A work of art: Kid Karisma crushes Zion, body and soul.


Kid Karisma is pretty much every moment of this match an awesome work of art.  Physically, he’s unbelievably stunning. I’m officially promoting my appeal for you to vote for Kid K for best body in BG East’s year end polls (due out soon, I’m expecting!), and if you need evidence, put MM2 on slo-mo and watch those gorgeous muscles flex and glisten.  Look for an ounce of body fat. I dare you.  Study the road map that is Kid K’s incredible vascularity pulsing visibly beneath the surface of his skin, shoved stunningly to the surface by nothing but steel muscles bulging underneath. I think my next campaign is going to be to beg and plead for a Kid K Wrestle Worship release. Watching lucky Zion sneak strokes and squeezes of those gargantuan thighs, glorious glutes, powerful pecs, and peaked biceps is so fucking tantalizing! Can you imagine if this was a more competitive, but no less enthusiastically muscle-worshipping scenario!?

Kid Karisma deeply appreciates Zion’s meaty pecs.


My infatuation with Kid Karisma should not discount in any way the absolutely fantastic physique of his trainee, Zion. The proportions on this kid are mind boggling. His upper body is more massive and defined than his legs, but perhaps experiencing the full on Kid K treatment may inspire him to double down on leg days.  His torso, however, is like a comic book superhero, incredibly tiny waist, ripped abs, awesome V-back swelling to massive shoulders.
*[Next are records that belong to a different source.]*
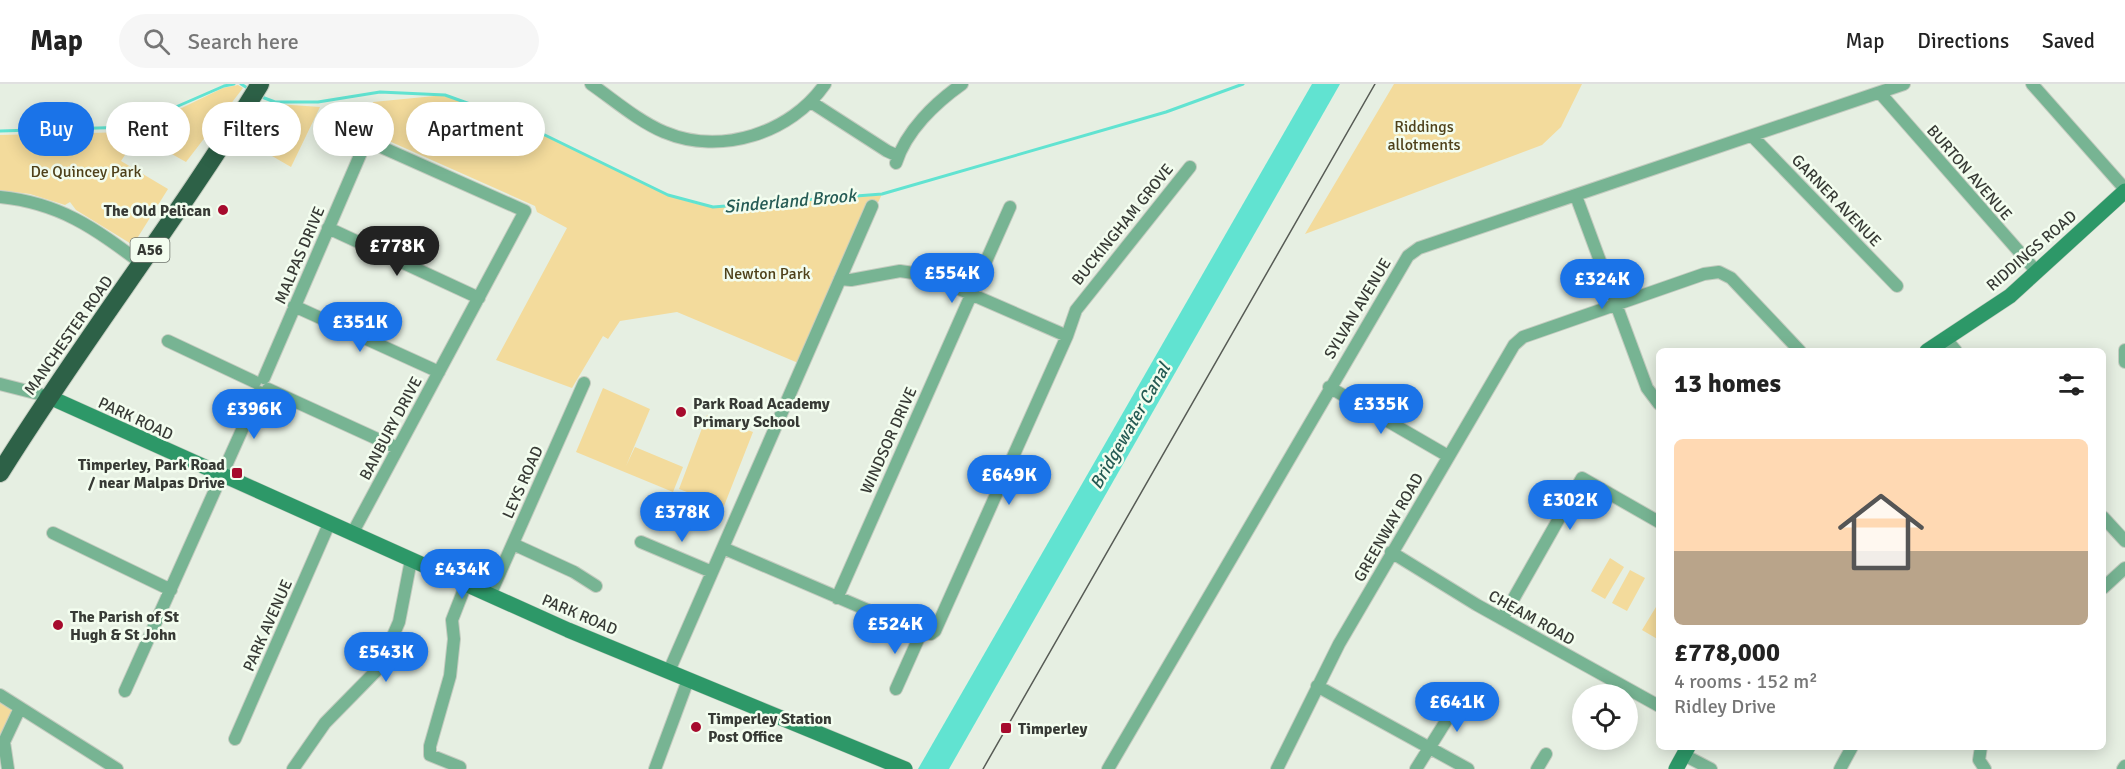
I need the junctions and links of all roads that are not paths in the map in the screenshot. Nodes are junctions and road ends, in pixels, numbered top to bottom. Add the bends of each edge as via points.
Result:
1 (591, 84) edge
2 (825, 84) edge
3 (962, 84) edge
4 (1904, 84) edge
5 (2032, 84) edge
6 (256, 90) edge
7 (1880, 93) junction
8 (811, 102) junction
9 (1753, 137) junction
10 (1190, 167) dead end
11 (2125, 190) edge
12 (1576, 196) junction
13 (0, 197) edge
14 (872, 207) dead end
15 (1010, 207) dead end
16 (525, 211) joint
17 (328, 228) junction
18 (141, 263) junction
19 (2037, 272) junction
20 (840, 279) junction
21 (1897, 286) dead end
22 (970, 295) junction
23 (479, 298) junction
24 (1616, 304) junction
25 (294, 306) junction
26 (1067, 336) junction
27 (1945, 338) junction
28 (168, 341) dead end
29 (1797, 348) edge
30 (1931, 348) edge
31 (1953, 348) edge
32 (2125, 351) edge
33 (2125, 362) edge
34 (439, 372) junction
35 (584, 383) dead end
36 (0, 384) edge
37 (262, 385) junction
38 (1329, 387) junction
39 (47, 396) junction
40 (1656, 400) edge
41 (397, 448) junction
42 (1448, 456) junction
43 (0, 473) edge
44 (221, 476) junction
45 (1656, 520) edge
46 (2106, 520) edge
47 (328, 524) junction
48 (53, 532) dead end
49 (352, 534) junction
50 (641, 542) dead end
51 (2125, 542) edge
52 (513, 544) junction
53 (723, 548) junction
54 (1391, 552) junction
55 (411, 560) junction
56 (2125, 568) edge
57 (712, 572) junction
58 (466, 584) junction
59 (2106, 585) edge
60 (596, 586) dead end
61 (171, 590) junction
62 (490, 595) junction
63 (837, 598) junction
64 (1502, 619) junction
65 (921, 633) junction
66 (669, 671) junction
67 (688, 680) junction
68 (1317, 686) junction
69 (896, 689) dead end
70 (125, 691) dead end
71 (0, 695) edge
72 (1459, 703) dead end
73 (1656, 704) edge
74 (21, 708) junction
75 (235, 739) dead end
76 (1430, 747) junction
77 (1850, 750) edge
78 (1981, 750) edge
79 (1686, 751) edge
80 (1547, 755) dead end
81 (460, 767) dead end
82 (900, 767) edge
83 (8, 769) edge
84 (117, 769) edge
85 (293, 769) edge
86 (655, 769) edge
87 (1108, 769) edge
88 (1277, 769) edge
89 (1416, 769) edge
90 (1468, 769) edge
91 (1537, 769) edge
92 (1676, 769) edge
93 (1711, 769) edge
94 (1840, 769) edge
95 (1985, 769) edge

1 - 8 street via 657,128 701,141 750,137 785,122
2 - 8 street
3 - 8 street via 931,110 897,159
4 - 7 street, SYLVAN AVENUE
5 - 11 street
6 - 18 highway, MANCHESTER ROAD / A56
7 - 9 street, SYLVAN AVENUE
7 - 19 street, BURTON AVENUE
9 - 12 street, SYLVAN AVENUE
9 - 21 street, GARNER AVENUE
10 - 26 street, BUCKINGHAM GROVE via 1086,294
11 - 19 main road, RIDDINGS ROAD
12 - 24 street
12 - 38 street, SYLVAN AVENUE via 1413,251 1402,262
13 - 18 street via 44,204 66,214
14 - 20 street
15 - 22 street, WINDSOR DRIVE
16 - 17 street, MALPAS DRIVE via 370,141 364,146
16 - 23 street, BANBURY DRIVE
17 - 23 street
17 - 25 street, MALPAS DRIVE
18 - 39 highway, MANCHESTER ROAD / A56
19 - 27 main road, RIDDINGS ROAD via 2010,296
20 - 22 street via 909,271
20 - 53 street
22 - 26 street
22 - 63 street, WINDSOR DRIVE
23 - 34 street, BANBURY DRIVE
24 - 29 street, GREENWAY ROAD via 1719,272 1731,278
24 - 40 street via 1647,388
24 - 42 street, GREENWAY ROAD via 1518,340
25 - 34 street
25 - 37 street, MALPAS DRIVE
26 - 65 street, BUCKINGHAM GROVE via 938,628 931,634
27 - 30 main road, RIDDINGS ROAD
27 - 31 street
28 - 37 street
32 - 33 street
34 - 41 street, BANBURY DRIVE
35 - 52 street, LEYS ROAD
36 - 39 street
37 - 41 street
37 - 44 street, MALPAS DRIVE
38 - 42 street
38 - 87 street, SYLVAN AVENUE
39 - 43 highway, MANCHESTER ROAD / A56
39 - 44 main road, PARK ROAD
41 - 49 street, BANBURY DRIVE
42 - 54 street, GREENWAY ROAD
44 - 47 main road, PARK ROAD
44 - 61 street, MALPAS DRIVE
45 - 64 street via 1582,478
46 - 51 street
47 - 49 main road, PARK ROAD
47 - 75 street, PARK AVENUE
48 - 61 street
49 - 55 main road, PARK ROAD
50 - 57 street
52 - 60 street
52 - 62 street, LEYS ROAD
53 - 57 street
53 - 63 street
54 - 64 street, CHEAM ROAD
54 - 68 street, GREENWAY ROAD
55 - 58 main road, PARK ROAD
55 - 85 street via 399,622 379,668 325,723
56 - 59 street
57 - 66 street
58 - 62 main road, PARK ROAD
58 - 81 street via 452,620 450,676 430,746 430,755
61 - 70 street, MALPAS DRIVE
62 - 66 main road, PARK ROAD
63 - 65 street
64 - 73 street, CHEAM ROAD
65 - 69 street
66 - 67 main road, PARK ROAD
67 - 82 main road, PARK ROAD
67 - 86 street
68 - 76 street
68 - 88 street, GREENWAY ROAD
71 - 74 street
72 - 76 street
74 - 83 street via 4,742
74 - 84 street
76 - 89 street
76 - 90 street
77 - 94 street
78 - 95 street via 1979,760
79 - 92 main road
79 - 93 street
80 - 91 street

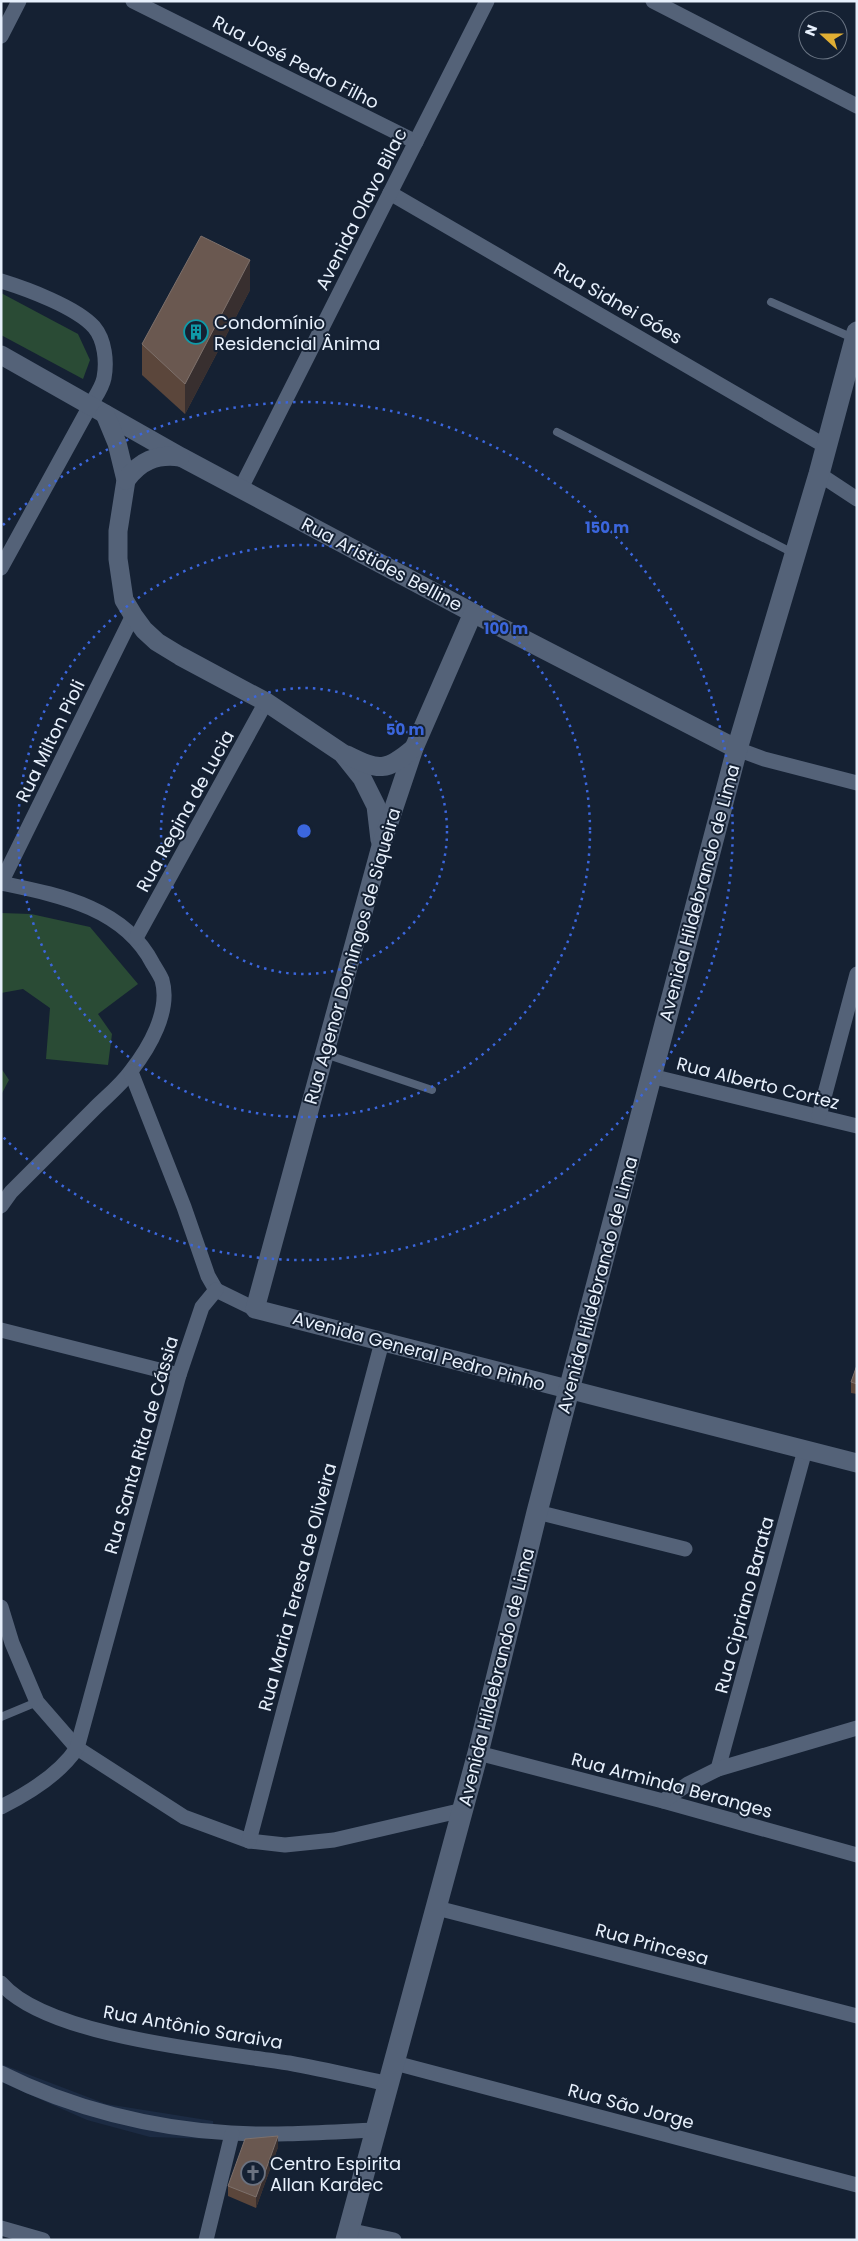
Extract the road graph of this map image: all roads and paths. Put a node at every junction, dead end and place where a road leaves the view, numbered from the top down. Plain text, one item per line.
1 (19, 1) edge
2 (133, 1) edge
3 (487, 1) edge
4 (653, 1) edge
5 (1, 36) edge
6 (857, 106) edge
7 (416, 142) junction
8 (390, 193) junction
9 (1, 281) edge
10 (771, 302) dead end
11 (856, 335) edge
12 (1, 355) edge
13 (98, 410) junction
14 (557, 432) dead end
15 (826, 447) junction
16 (181, 457) junction
17 (819, 474) junction
18 (126, 480) junction
19 (241, 488) junction
20 (857, 499) edge
21 (795, 554) junction
22 (1, 568) edge
23 (473, 613) junction
24 (133, 615) junction
25 (266, 702) junction
26 (414, 748) junction
27 (737, 749) junction
28 (342, 753) junction
29 (857, 783) edge
30 (381, 846) junction
31 (1, 883) edge
32 (136, 938) junction
33 (857, 974) edge
34 (323, 1054) junction
35 (131, 1072) junction
36 (651, 1076) junction
37 (432, 1090) dead end
38 (819, 1116) junction
39 (857, 1126) edge
40 (1, 1206) edge
41 (216, 1290) junction
42 (255, 1308) junction
43 (1, 1330) edge
44 (382, 1342) junction
45 (179, 1375) junction
46 (570, 1390) junction
47 (806, 1450) junction
48 (857, 1463) edge
49 (537, 1512) junction
50 (685, 1549) dead end
51 (1, 1607) edge
52 (37, 1702) junction
53 (1, 1717) edge
54 (857, 1728) edge
55 (77, 1748) junction
56 (478, 1753) junction
57 (718, 1769) junction
58 (663, 1801) junction
59 (1, 1807) edge
60 (463, 1810) junction
61 (249, 1841) junction
62 (857, 1855) edge
63 (437, 1908) junction
64 (1, 1983) edge
65 (857, 2016) edge
66 (395, 2063) junction
67 (1, 2073) edge
68 (389, 2084) junction
69 (376, 2130) junction
70 (232, 2134) junction
71 (857, 2185) edge
72 (1, 2228) edge
73 (347, 2235) edge
74 (43, 2240) edge
75 (206, 2240) edge
76 (394, 2240) edge

1 - 5 street
2 - 7 street, Rua José Pedro Filho
3 - 7 street, Avenida Olavo Bilac
4 - 6 street
7 - 8 street, Avenida Olavo Bilac
8 - 15 street, Rua Sidnei Góes
8 - 19 street, Avenida Olavo Bilac
9 - 13 street
10 - 11 lane
11 - 15 main road, Avenida Hildebrando de Lima
12 - 13 street, Rua Aristides Belline
13 - 16 street, Rua Aristides Belline
13 - 18 street
13 - 22 street
14 - 21 lane
15 - 17 main road, Avenida Hildebrando de Lima
16 - 18 street
16 - 19 street, Rua Aristides Belline
17 - 20 street
17 - 21 main road, Avenida Hildebrando de Lima
18 - 24 street
19 - 23 street, Rua Aristides Belline
21 - 27 main road, Avenida Hildebrando de Lima
23 - 26 street, Rua Agenor Domingos de Siqueira
23 - 27 street, Rua Aristides Belline
24 - 25 street
24 - 31 street, Rua Milton Pioli
25 - 28 street
25 - 32 street, Rua Regina de Lucia
26 - 28 street
26 - 30 street, Rua Agenor Domingos de Siqueira
27 - 29 street, Rua Aristides Belline
27 - 36 main road, Avenida Hildebrando de Lima
28 - 30 street
30 - 34 street, Rua Agenor Domingos de Siqueira
31 - 32 street
32 - 35 street
33 - 38 street
34 - 37 lane
34 - 42 street, Rua Agenor Domingos de Siqueira
35 - 40 street
35 - 41 street
36 - 38 street, Rua Alberto Cortez
36 - 46 main road, Avenida Hildebrando de Lima
38 - 39 street, Rua Alberto Cortez
41 - 42 street, Avenida General Pedro Pinho
41 - 45 street, Rua Santa Rita de Cássia
42 - 44 street, Avenida General Pedro Pinho
43 - 45 street
44 - 46 street, Avenida General Pedro Pinho
44 - 61 street, Rua Maria Teresa de Oliveira
45 - 55 street, Rua Santa Rita de Cássia
46 - 47 street, Avenida General Pedro Pinho
46 - 49 main road, Avenida Hildebrando de Lima
47 - 48 street, Avenida General Pedro Pinho
47 - 57 street, Rua Cipriano Barata
49 - 50 street
49 - 56 main road, Avenida Hildebrando de Lima
51 - 52 street
52 - 53 lane
52 - 55 street
54 - 57 street
55 - 59 street, Rua Santa Rita de Cássia
55 - 61 street
56 - 58 street, Rua Arminda Beranges
56 - 60 main road, Avenida Hildebrando de Lima
57 - 58 street
58 - 62 street, Rua Arminda Beranges
60 - 61 street
60 - 63 main road, Avenida Hildebrando de Lima
63 - 65 street, Rua Princesa
63 - 66 main road, Avenida Hildebrando de Lima
64 - 68 street, Rua Antônio Saraiva
66 - 68 main road, Avenida Hildebrando de Lima
66 - 71 street, Rua São Jorge
67 - 70 street
68 - 69 main road, Avenida Hildebrando de Lima
69 - 70 street
69 - 73 main road, Avenida Hildebrando de Lima
70 - 75 street
72 - 74 street
73 - 76 street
Kid K clearly appreciates the rook’s form, but of course he shows it by digging his fingers deep into the kid’s beefy pecs. But again, there’s a genius to Zion that belies his subordination: his groans of agony sound identical to groans of ecstasy. The master’s muscle torture transports Zion to both hell and heaven simultaneously, if I’m reading that look of anguished pleasure on his face right. He holds out forever, sucking down Kid K’s torturous ways, binging on the heel’s psychological brutality, getting absolutely drunk off of his own devastated humiliation. I hope and pray to the homoerotic wrestling gods that we see this incredibly handsome specimen’s offense someday soon, because there’s just so much fucking potential in seeing this hunk’s trajectory from match to match.

Pucker up!


Clearly, I’m certainly impressed with Zion Brown. Kid K is none-too-quick to admit it, but even he acknowledges some well-earned respect for the way, way outmatched rookie by the time Kid K is done doing absolutely everything he can think of to crush the will to stay in the ring out of him.  And for the record, Zion’s lips enthusiastically visit a whole lot of geography that I believe needs to be much more thoroughly, orally explored in future Kid K wrestling matches, because the insanely sexy body of my reigning favorite needs to receive this type of appreciation from many more opponents. I know for a fact there are BG East wrestlers who would love to deliver exactly that. From the look on the Karismatic one’s face, I feel confident that he’s certainly not opposed. And I can name one particular blogger-fan who is already whipped into a lather just anticipating it.